To address the above issues, we propose a novel real-time edge-guided semantic segmentation network to simultaneously improve the accuracy and adaptation of semantic segmentation in unstructured environments, especially for drivable areas and static obstacles with large areas in it. Thanks to the full exploitation of the edge information of the point clouds, the discrimination ability of pixels near the edges between classes and the extraction ability of features in an unstructured environment improve greatly, which in turn promotes a more accurate and robust performance of the proposed method. The main contributions of this article are as follows:

We propose a novel edge-guided network for real-time LiDAR semantic segmentation in unstructured environments. The network fully exploits edge cues and deeply integrates them with semantic features to solve the problem of inaccurate segmentation results in unstructured environments due to blurred class edges. Compared with state-of-the-art point clouds segmentation networks, the proposed network performs better in the segmentation of unstructured environments, especially in drivable areas and static obstacles with large areas;
We design an edge segmentation module which contains three edge attention blocks. Different from the published point clouds semantic segmentation methods, this module adaptively extracts high-resolution edge semantic features accurately from the feature maps of the main branch in a supervised manner, which improves the accuracy of edge segmentation on the one hand, and provides edge guidance for semantic segmentation of the main branch on the other hand, thus helping to capture edge features of classes in unstructured environments more effectively;
We design an edge guided fusion module to better fuse edge features and semantic features, and improve the discrimination of pixels around edges between classes. Different from the traditional feature fusion methods, this module fully exploits the multi-scale information and recalibrates the importance of different scale features through a channel-dependent method, effectively utilizing the complementary information of edge features and semantic features to further improve the segmentation accuracy of the model.

2. Related Work

This section mainly reviews the related semantic segmentation methods in three aspects, including semantic segmentation of large-scale point clouds, semantic segmentation of unstructured environments, and edge improved semantic segmentation.

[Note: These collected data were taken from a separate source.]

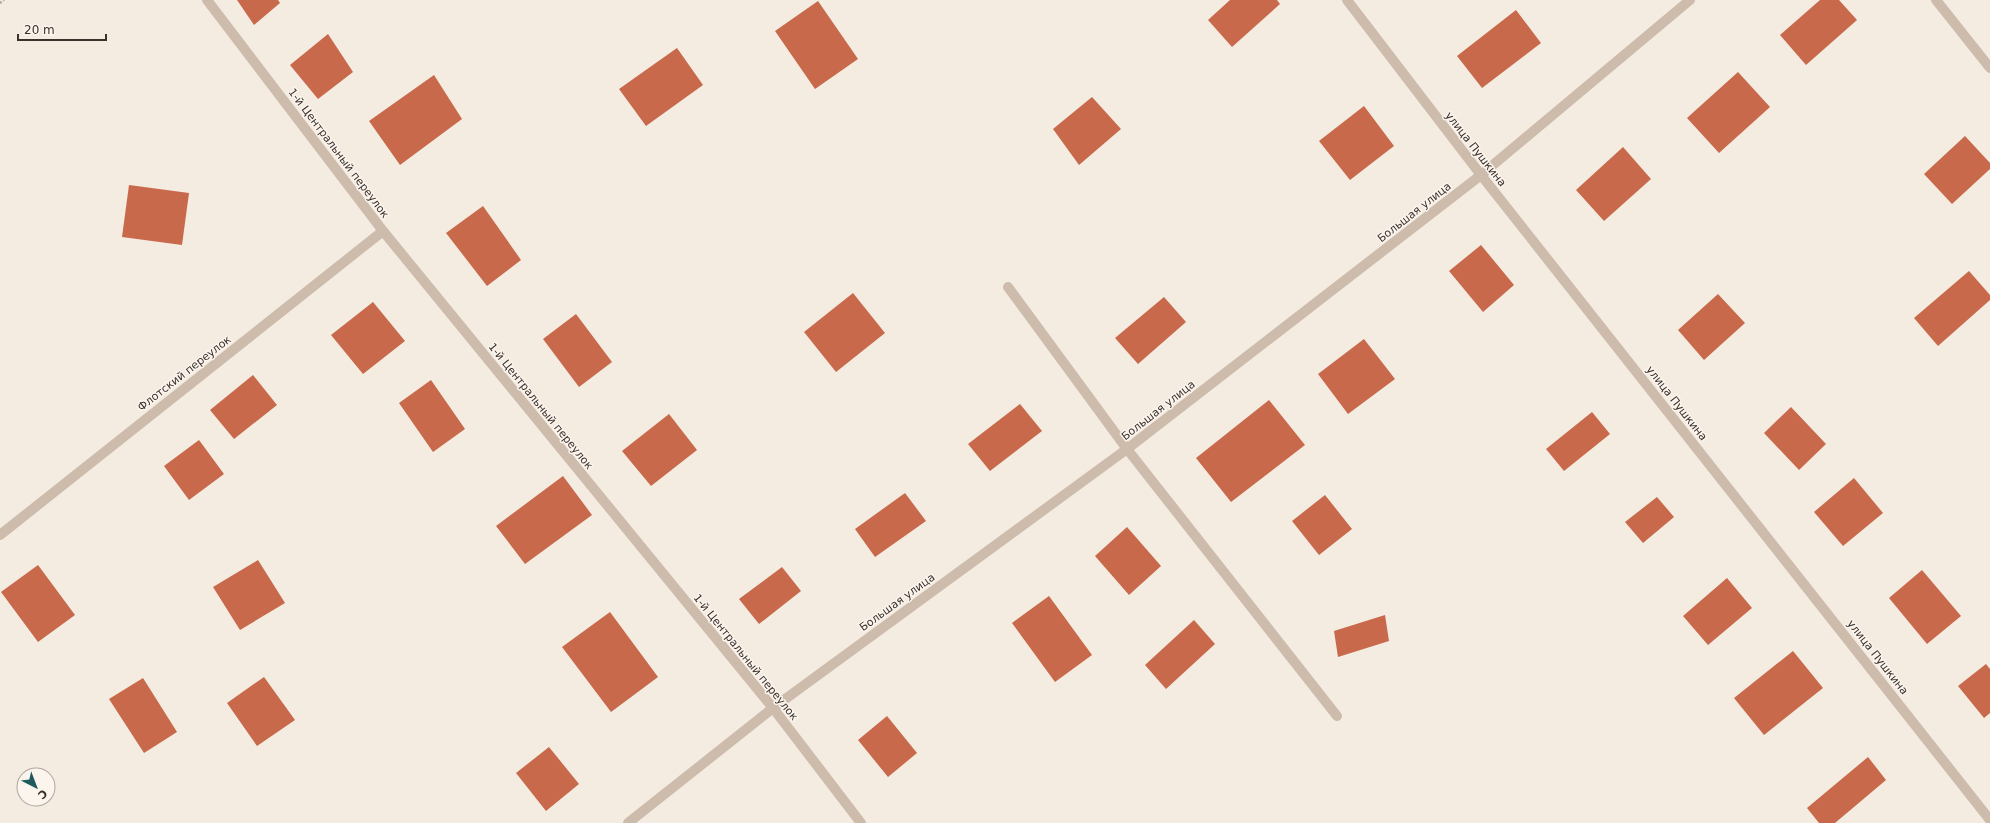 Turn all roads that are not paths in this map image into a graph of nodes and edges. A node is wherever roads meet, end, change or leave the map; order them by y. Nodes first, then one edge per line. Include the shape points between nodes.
1 (207, 0) edge
2 (1346, 0) edge
3 (1690, 0) edge
4 (1936, 0) edge
5 (1990, 68) edge
6 (1481, 175) junction
7 (383, 231) junction
8 (1008, 287) dead end
9 (1127, 449) junction
10 (0, 535) edge
11 (773, 708) junction
12 (1337, 716) dead end
13 (1990, 820) edge
14 (628, 823) edge
15 (861, 823) edge

1 - 7 street, 1-й Центральный переулок
2 - 6 street, улица Пушкина
3 - 6 street, Большая улица
4 - 5 street
6 - 9 street, Большая улица
6 - 13 street, улица Пушкина
7 - 10 street, Флотский переулок
7 - 11 street, 1-й Центральный переулок
8 - 9 street
9 - 11 street, Большая улица
9 - 12 street
11 - 14 street, Большая улица
11 - 15 street, 1-й Центральный переулок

2.1. Semantic Segmentation of Large-Scale Point Clouds

Semantic segmentation, the task of labeling each pixel of an image with the corresponding category of what is being represented, is the key to scene understanding for unmanned platforms. Thanks to the richness of public datasets, camera-based semantic segmentation algorithms of urban environments have made great progress; however, cameras are heavily influenced by the level of illumination, which limits the operating environment of unmanned platforms. As a result, LiDAR-based semantic segmentation algorithms for urban environments have also received a wide range of attention from researchers in recent years. Currently, there are several well-performing methods for the semantic segmentation task of point clouds in urban environments: point-based methods, voxel-based methods, and range-based methods.

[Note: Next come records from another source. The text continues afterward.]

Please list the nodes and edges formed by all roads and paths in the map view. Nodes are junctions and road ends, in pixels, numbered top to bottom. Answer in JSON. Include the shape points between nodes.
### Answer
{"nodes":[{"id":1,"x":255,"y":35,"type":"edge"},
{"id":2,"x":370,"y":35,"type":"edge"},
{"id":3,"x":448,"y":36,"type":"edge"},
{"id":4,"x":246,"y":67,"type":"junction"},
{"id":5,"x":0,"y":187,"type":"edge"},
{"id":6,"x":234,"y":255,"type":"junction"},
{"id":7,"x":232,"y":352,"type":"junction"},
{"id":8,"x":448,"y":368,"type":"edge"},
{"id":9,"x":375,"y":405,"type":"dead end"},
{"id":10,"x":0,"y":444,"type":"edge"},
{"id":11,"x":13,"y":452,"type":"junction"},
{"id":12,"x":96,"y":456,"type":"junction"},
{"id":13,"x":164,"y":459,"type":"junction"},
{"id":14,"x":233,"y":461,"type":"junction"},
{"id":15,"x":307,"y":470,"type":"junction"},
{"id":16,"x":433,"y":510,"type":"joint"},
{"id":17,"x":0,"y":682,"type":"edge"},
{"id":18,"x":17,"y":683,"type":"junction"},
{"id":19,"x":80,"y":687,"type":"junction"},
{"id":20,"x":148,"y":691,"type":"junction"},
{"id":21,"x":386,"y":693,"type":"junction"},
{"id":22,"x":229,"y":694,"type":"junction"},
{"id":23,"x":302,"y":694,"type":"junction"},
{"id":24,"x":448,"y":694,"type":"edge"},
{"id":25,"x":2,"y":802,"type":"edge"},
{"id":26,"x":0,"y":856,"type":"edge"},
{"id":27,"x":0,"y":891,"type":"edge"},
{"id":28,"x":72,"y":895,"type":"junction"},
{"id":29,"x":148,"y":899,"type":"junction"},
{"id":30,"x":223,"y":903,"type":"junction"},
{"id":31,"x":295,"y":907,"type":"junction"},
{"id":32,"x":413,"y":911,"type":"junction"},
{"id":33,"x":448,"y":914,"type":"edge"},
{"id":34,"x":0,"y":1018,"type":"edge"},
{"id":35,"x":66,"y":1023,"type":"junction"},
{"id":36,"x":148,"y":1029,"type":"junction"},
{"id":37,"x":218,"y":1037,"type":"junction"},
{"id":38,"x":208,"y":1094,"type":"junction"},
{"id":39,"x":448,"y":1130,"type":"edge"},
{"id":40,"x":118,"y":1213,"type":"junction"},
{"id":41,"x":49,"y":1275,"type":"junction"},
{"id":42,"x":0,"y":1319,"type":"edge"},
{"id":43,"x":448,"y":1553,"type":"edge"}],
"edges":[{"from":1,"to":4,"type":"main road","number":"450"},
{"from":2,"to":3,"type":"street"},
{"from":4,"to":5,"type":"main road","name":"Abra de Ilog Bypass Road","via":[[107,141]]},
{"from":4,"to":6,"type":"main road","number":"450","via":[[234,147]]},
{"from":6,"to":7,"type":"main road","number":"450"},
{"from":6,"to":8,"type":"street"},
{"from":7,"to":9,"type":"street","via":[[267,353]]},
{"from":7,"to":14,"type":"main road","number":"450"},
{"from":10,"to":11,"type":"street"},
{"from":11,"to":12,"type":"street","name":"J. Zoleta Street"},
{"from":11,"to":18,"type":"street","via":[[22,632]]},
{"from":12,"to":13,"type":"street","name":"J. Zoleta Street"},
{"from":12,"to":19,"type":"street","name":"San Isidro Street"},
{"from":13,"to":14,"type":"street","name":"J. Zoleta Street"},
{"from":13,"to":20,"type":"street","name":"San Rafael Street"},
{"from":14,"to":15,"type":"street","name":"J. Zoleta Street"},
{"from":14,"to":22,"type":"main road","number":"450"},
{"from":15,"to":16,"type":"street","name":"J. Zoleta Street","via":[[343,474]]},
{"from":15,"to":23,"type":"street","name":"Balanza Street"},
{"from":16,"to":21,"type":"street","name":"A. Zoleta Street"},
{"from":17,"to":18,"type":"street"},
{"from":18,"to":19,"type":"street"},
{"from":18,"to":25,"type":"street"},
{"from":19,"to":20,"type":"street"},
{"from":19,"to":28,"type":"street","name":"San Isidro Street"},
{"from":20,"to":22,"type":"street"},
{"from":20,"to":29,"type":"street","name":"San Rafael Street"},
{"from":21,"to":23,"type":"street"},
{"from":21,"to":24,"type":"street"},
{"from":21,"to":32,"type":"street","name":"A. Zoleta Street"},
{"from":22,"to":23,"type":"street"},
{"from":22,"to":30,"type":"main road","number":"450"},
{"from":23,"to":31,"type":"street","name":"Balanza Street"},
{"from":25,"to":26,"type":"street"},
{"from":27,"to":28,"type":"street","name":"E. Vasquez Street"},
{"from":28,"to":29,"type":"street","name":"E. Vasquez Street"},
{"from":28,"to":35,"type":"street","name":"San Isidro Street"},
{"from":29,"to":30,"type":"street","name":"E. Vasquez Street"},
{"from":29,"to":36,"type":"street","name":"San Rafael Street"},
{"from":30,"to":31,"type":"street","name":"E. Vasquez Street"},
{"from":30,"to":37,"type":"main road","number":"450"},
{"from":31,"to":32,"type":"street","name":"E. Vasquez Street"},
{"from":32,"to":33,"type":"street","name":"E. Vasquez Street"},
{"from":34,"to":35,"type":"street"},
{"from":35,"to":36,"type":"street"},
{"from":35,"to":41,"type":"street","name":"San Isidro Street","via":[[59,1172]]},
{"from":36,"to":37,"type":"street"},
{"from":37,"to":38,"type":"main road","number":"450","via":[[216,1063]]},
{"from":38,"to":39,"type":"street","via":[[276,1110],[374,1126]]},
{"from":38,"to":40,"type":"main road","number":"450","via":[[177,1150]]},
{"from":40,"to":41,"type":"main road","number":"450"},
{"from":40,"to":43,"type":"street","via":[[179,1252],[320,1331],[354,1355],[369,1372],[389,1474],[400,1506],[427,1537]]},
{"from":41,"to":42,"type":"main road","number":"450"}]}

Point-based methods extract features based primarily on the structure and spatial topological relationships of the point clouds itself. Some methods such as PointNet [15], Pointnet++ [16], and KPConv [17], directly use raw point clouds for feature extraction, but these methods are less effective in dealing with large-scale point clouds due to high computational costs and limited receptive fields. To expand the receptive field and improve the inference speed, RandLA-Net [18] proposes a network structure with efficient random sampling and local feature aggregation, but random sampling may result in the loss of features in certain regions, which may lead to the deletion of key points in unstructured road environments and affect the segmentation results.

Voxel-based methods [19,20,21,22] retain more complete 3D geometric information by converting point clouds into 3D voxels. However, due to the sparsity of the point clouds data, the accuracy of the algorithm depends on the density of the 3D mesh [23], so, it is difficult to balance between real-time and accuracy given the large number of operations involved in 3D convolution.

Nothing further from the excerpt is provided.